The fact that “she” is a man is both a fawning male homosexual homage to glamorous women and a gentle eye-poke to the quasi-deities who were that era’s movie queens, some of whom worked past the expiration dates of their appointed diva-doms.

(Mr. Rucker makes sport of Miss Crawford’s turn in the schlocky 1970 horror flick “Trog” in this movie’s climactic acid trip.)

Composer Dennis McCarthy, too, adds a deft touch of jaunty jazz and cheesy suspense music.

The plot is of deathly Greek proportions (Mr. Busch has said honestly that he was inspired by “The Oresteia”): Angela, who trails around with a tennis-pro boy toy (Jason Priestley), is miserable and bored and so kills her husband — with an arsenic-laced suppository.

(Now would be a good time to warn you that “Mommie” is full of salmonella-raw homosexual humor.)

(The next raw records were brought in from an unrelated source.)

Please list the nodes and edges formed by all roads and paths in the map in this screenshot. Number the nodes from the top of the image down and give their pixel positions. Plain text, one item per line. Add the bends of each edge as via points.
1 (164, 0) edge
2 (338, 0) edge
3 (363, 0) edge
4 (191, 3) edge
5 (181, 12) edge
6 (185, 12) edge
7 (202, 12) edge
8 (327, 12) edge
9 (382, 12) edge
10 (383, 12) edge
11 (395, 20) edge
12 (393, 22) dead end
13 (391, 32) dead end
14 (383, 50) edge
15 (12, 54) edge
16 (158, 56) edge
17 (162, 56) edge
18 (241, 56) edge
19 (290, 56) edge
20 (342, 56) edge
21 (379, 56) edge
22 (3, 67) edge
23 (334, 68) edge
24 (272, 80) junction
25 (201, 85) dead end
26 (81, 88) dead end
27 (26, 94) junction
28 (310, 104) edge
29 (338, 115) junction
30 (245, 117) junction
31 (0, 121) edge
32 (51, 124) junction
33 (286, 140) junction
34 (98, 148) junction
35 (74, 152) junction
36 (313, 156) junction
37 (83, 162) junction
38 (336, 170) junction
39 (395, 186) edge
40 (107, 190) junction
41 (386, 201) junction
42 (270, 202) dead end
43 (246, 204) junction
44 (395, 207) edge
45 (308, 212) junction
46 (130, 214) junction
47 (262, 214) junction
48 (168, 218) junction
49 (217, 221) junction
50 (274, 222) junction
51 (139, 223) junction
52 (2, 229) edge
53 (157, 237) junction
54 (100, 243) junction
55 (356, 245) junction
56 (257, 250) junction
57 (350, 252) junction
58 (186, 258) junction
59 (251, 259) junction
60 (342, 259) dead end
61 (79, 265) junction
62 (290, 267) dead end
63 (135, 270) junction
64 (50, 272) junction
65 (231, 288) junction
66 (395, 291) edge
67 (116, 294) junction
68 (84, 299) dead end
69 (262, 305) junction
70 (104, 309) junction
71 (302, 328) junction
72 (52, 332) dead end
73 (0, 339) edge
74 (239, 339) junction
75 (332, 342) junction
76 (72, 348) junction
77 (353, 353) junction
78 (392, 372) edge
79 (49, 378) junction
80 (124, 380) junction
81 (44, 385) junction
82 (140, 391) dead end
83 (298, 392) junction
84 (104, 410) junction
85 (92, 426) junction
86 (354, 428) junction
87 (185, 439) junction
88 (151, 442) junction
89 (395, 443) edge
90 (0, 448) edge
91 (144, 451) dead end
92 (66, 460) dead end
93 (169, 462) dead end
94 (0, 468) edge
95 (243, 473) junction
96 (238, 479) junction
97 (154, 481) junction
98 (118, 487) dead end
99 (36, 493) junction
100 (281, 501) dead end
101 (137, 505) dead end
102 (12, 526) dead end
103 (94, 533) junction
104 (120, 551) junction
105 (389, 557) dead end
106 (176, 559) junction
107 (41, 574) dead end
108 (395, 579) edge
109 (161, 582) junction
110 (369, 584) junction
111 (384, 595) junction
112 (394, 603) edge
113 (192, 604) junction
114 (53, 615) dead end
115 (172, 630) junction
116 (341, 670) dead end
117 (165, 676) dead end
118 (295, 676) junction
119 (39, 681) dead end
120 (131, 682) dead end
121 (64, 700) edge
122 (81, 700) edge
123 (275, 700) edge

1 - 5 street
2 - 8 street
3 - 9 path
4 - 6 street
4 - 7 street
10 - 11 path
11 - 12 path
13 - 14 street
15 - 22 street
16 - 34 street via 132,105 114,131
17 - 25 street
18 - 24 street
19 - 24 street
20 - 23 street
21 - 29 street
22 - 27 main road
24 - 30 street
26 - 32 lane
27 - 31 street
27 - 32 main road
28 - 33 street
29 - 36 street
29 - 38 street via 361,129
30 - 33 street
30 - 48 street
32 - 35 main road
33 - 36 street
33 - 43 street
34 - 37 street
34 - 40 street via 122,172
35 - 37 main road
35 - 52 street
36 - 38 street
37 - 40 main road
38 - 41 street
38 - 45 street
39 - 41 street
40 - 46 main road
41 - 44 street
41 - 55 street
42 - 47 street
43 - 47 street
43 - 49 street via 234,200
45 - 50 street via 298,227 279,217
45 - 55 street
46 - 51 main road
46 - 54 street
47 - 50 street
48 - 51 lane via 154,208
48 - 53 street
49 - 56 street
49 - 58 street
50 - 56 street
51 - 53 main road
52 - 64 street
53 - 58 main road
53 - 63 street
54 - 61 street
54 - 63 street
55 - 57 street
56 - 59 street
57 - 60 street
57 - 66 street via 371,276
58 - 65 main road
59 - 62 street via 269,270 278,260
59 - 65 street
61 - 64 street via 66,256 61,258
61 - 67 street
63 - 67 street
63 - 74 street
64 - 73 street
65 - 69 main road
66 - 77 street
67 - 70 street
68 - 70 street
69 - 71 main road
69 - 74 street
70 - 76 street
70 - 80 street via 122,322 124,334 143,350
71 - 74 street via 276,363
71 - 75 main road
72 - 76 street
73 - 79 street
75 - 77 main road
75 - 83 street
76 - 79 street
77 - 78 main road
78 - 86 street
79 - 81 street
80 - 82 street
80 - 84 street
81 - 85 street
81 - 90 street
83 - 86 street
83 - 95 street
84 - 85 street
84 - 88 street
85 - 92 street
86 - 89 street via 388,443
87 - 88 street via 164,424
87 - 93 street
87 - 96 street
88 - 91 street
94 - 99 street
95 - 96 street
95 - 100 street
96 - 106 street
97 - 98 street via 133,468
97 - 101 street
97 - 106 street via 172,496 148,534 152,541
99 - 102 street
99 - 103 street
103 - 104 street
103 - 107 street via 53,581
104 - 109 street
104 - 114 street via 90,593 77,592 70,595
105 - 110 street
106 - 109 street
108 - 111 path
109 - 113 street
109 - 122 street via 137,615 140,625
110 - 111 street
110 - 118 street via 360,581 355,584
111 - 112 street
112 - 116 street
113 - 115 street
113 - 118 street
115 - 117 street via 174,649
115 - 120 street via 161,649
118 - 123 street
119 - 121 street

Daddy’s girl Edith (Natasha Lyonne) and mama’s boy Lance (Stark Sands) then plot to avenge their father’s death, she out of loyalty, he out of a Freudian — oh, let’s not go there.

Throw in the saintly Bootsie Carp (Frances Conroy), the Sussmans’ maid who quotes Bible verses like they’re verbal rabbits’ feet and who knew of Angela’s plans before she carried them out, and you’ve got a summer stock full of Aeschylean machinators.

“Mommie” is sometimes flatly unshocking and unfunny in its vulgarity, but in its head-to-toe devotion to detail — notice not just the period vehicles, clothes and hairdos, but the old metal-toothed rake in the potting shed — the movie is a remarkable accomplishment.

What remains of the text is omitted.